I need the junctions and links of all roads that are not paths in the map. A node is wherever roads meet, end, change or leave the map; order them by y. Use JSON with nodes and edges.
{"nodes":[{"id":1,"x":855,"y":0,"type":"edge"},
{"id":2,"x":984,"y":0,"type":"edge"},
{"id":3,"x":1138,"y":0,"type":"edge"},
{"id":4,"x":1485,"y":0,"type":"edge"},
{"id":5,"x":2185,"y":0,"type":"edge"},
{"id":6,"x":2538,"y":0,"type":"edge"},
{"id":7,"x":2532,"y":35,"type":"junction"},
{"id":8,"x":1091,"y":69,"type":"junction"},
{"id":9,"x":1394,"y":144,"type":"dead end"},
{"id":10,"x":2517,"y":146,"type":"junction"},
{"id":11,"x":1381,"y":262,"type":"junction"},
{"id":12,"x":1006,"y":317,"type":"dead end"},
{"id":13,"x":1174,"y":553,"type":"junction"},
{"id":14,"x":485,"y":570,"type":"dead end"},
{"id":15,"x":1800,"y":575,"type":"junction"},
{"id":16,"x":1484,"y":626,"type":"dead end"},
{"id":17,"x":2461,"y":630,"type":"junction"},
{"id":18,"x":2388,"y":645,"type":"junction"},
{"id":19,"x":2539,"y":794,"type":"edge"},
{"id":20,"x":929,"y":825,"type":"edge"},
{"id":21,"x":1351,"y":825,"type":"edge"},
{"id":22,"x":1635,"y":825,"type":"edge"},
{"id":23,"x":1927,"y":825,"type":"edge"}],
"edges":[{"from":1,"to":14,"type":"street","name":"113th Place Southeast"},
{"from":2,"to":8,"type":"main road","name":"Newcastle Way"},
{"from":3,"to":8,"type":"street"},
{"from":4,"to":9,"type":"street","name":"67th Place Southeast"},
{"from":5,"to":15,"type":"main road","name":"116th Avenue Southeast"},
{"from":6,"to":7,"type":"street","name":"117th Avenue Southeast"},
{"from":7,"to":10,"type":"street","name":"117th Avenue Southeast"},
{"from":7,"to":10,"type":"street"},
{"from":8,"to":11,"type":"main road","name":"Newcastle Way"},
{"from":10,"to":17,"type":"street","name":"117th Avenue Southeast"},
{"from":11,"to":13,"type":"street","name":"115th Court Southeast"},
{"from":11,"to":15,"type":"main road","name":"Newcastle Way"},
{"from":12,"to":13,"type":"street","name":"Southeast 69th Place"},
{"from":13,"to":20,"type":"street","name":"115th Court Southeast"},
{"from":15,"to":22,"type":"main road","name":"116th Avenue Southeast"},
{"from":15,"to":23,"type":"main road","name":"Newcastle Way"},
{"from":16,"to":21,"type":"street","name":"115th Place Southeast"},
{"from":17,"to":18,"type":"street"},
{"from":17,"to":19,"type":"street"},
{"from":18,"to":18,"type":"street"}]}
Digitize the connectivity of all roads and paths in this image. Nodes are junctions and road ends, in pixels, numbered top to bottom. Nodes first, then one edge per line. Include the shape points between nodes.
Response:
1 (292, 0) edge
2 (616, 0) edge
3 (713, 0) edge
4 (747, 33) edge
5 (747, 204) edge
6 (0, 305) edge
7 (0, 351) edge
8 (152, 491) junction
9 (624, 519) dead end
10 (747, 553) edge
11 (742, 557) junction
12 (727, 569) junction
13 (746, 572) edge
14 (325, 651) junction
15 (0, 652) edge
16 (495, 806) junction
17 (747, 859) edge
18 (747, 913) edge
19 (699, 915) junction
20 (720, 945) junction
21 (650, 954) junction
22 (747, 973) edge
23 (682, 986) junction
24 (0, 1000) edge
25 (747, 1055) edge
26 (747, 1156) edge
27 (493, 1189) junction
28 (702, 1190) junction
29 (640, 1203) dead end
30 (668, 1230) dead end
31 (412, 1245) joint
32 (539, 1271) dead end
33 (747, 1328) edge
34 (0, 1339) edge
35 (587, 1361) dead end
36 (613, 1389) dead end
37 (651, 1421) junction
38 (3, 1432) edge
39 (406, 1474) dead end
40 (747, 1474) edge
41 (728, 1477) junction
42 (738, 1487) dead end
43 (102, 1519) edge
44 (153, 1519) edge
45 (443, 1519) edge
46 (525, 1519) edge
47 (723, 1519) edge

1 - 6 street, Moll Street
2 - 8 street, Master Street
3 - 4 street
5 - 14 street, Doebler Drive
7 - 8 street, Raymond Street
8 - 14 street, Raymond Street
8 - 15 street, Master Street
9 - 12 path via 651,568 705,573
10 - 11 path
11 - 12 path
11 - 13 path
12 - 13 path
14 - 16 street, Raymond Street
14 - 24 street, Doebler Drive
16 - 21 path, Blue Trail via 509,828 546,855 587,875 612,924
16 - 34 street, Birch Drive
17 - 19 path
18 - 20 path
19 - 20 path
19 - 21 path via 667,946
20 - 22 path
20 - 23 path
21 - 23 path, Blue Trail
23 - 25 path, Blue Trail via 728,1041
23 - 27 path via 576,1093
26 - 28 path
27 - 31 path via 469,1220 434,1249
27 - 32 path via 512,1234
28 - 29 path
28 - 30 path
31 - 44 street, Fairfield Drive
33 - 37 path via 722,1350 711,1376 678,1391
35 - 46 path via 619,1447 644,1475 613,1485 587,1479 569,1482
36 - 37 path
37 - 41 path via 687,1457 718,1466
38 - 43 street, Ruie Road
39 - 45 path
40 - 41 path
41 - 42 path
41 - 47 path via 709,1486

☆ ☆ ☆ ☆ ☆

Restate the data above exactly, keeping each word as it stands.

OUTPUT:
I need the junctions and links of all roads that are not paths in the map. A node is wherever roads meet, end, change or leave the map; order them by y. Use JSON with nodes and edges.
{"nodes":[{"id":1,"x":855,"y":0,"type":"edge"},
{"id":2,"x":984,"y":0,"type":"edge"},
{"id":3,"x":1138,"y":0,"type":"edge"},
{"id":4,"x":1485,"y":0,"type":"edge"},
{"id":5,"x":2185,"y":0,"type":"edge"},
{"id":6,"x":2538,"y":0,"type":"edge"},
{"id":7,"x":2532,"y":35,"type":"junction"},
{"id":8,"x":1091,"y":69,"type":"junction"},
{"id":9,"x":1394,"y":144,"type":"dead end"},
{"id":10,"x":2517,"y":146,"type":"junction"},
{"id":11,"x":1381,"y":262,"type":"junction"},
{"id":12,"x":1006,"y":317,"type":"dead end"},
{"id":13,"x":1174,"y":553,"type":"junction"},
{"id":14,"x":485,"y":570,"type":"dead end"},
{"id":15,"x":1800,"y":575,"type":"junction"},
{"id":16,"x":1484,"y":626,"type":"dead end"},
{"id":17,"x":2461,"y":630,"type":"junction"},
{"id":18,"x":2388,"y":645,"type":"junction"},
{"id":19,"x":2539,"y":794,"type":"edge"},
{"id":20,"x":929,"y":825,"type":"edge"},
{"id":21,"x":1351,"y":825,"type":"edge"},
{"id":22,"x":1635,"y":825,"type":"edge"},
{"id":23,"x":1927,"y":825,"type":"edge"}],
"edges":[{"from":1,"to":14,"type":"street","name":"113th Place Southeast"},
{"from":2,"to":8,"type":"main road","name":"Newcastle Way"},
{"from":3,"to":8,"type":"street"},
{"from":4,"to":9,"type":"street","name":"67th Place Southeast"},
{"from":5,"to":15,"type":"main road","name":"116th Avenue Southeast"},
{"from":6,"to":7,"type":"street","name":"117th Avenue Southeast"},
{"from":7,"to":10,"type":"street","name":"117th Avenue Southeast"},
{"from":7,"to":10,"type":"street"},
{"from":8,"to":11,"type":"main road","name":"Newcastle Way"},
{"from":10,"to":17,"type":"street","name":"117th Avenue Southeast"},
{"from":11,"to":13,"type":"street","name":"115th Court Southeast"},
{"from":11,"to":15,"type":"main road","name":"Newcastle Way"},
{"from":12,"to":13,"type":"street","name":"Southeast 69th Place"},
{"from":13,"to":20,"type":"street","name":"115th Court Southeast"},
{"from":15,"to":22,"type":"main road","name":"116th Avenue Southeast"},
{"from":15,"to":23,"type":"main road","name":"Newcastle Way"},
{"from":16,"to":21,"type":"street","name":"115th Place Southeast"},
{"from":17,"to":18,"type":"street"},
{"from":17,"to":19,"type":"street"},
{"from":18,"to":18,"type":"street"}]}
Digitize the connectivity of all roads and paths in this image. Nodes are junctions and road ends, in pixels, numbered top to bottom. Nodes first, then one edge per line. Include the shape points between nodes.
Response:
1 (292, 0) edge
2 (616, 0) edge
3 (713, 0) edge
4 (747, 33) edge
5 (747, 204) edge
6 (0, 305) edge
7 (0, 351) edge
8 (152, 491) junction
9 (624, 519) dead end
10 (747, 553) edge
11 (742, 557) junction
12 (727, 569) junction
13 (746, 572) edge
14 (325, 651) junction
15 (0, 652) edge
16 (495, 806) junction
17 (747, 859) edge
18 (747, 913) edge
19 (699, 915) junction
20 (720, 945) junction
21 (650, 954) junction
22 (747, 973) edge
23 (682, 986) junction
24 (0, 1000) edge
25 (747, 1055) edge
26 (747, 1156) edge
27 (493, 1189) junction
28 (702, 1190) junction
29 (640, 1203) dead end
30 (668, 1230) dead end
31 (412, 1245) joint
32 (539, 1271) dead end
33 (747, 1328) edge
34 (0, 1339) edge
35 (587, 1361) dead end
36 (613, 1389) dead end
37 (651, 1421) junction
38 (3, 1432) edge
39 (406, 1474) dead end
40 (747, 1474) edge
41 (728, 1477) junction
42 (738, 1487) dead end
43 (102, 1519) edge
44 (153, 1519) edge
45 (443, 1519) edge
46 (525, 1519) edge
47 (723, 1519) edge

1 - 6 street, Moll Street
2 - 8 street, Master Street
3 - 4 street
5 - 14 street, Doebler Drive
7 - 8 street, Raymond Street
8 - 14 street, Raymond Street
8 - 15 street, Master Street
9 - 12 path via 651,568 705,573
10 - 11 path
11 - 12 path
11 - 13 path
12 - 13 path
14 - 16 street, Raymond Street
14 - 24 street, Doebler Drive
16 - 21 path, Blue Trail via 509,828 546,855 587,875 612,924
16 - 34 street, Birch Drive
17 - 19 path
18 - 20 path
19 - 20 path
19 - 21 path via 667,946
20 - 22 path
20 - 23 path
21 - 23 path, Blue Trail
23 - 25 path, Blue Trail via 728,1041
23 - 27 path via 576,1093
26 - 28 path
27 - 31 path via 469,1220 434,1249
27 - 32 path via 512,1234
28 - 29 path
28 - 30 path
31 - 44 street, Fairfield Drive
33 - 37 path via 722,1350 711,1376 678,1391
35 - 46 path via 619,1447 644,1475 613,1485 587,1479 569,1482
36 - 37 path
37 - 41 path via 687,1457 718,1466
38 - 43 street, Ruie Road
39 - 45 path
40 - 41 path
41 - 42 path
41 - 47 path via 709,1486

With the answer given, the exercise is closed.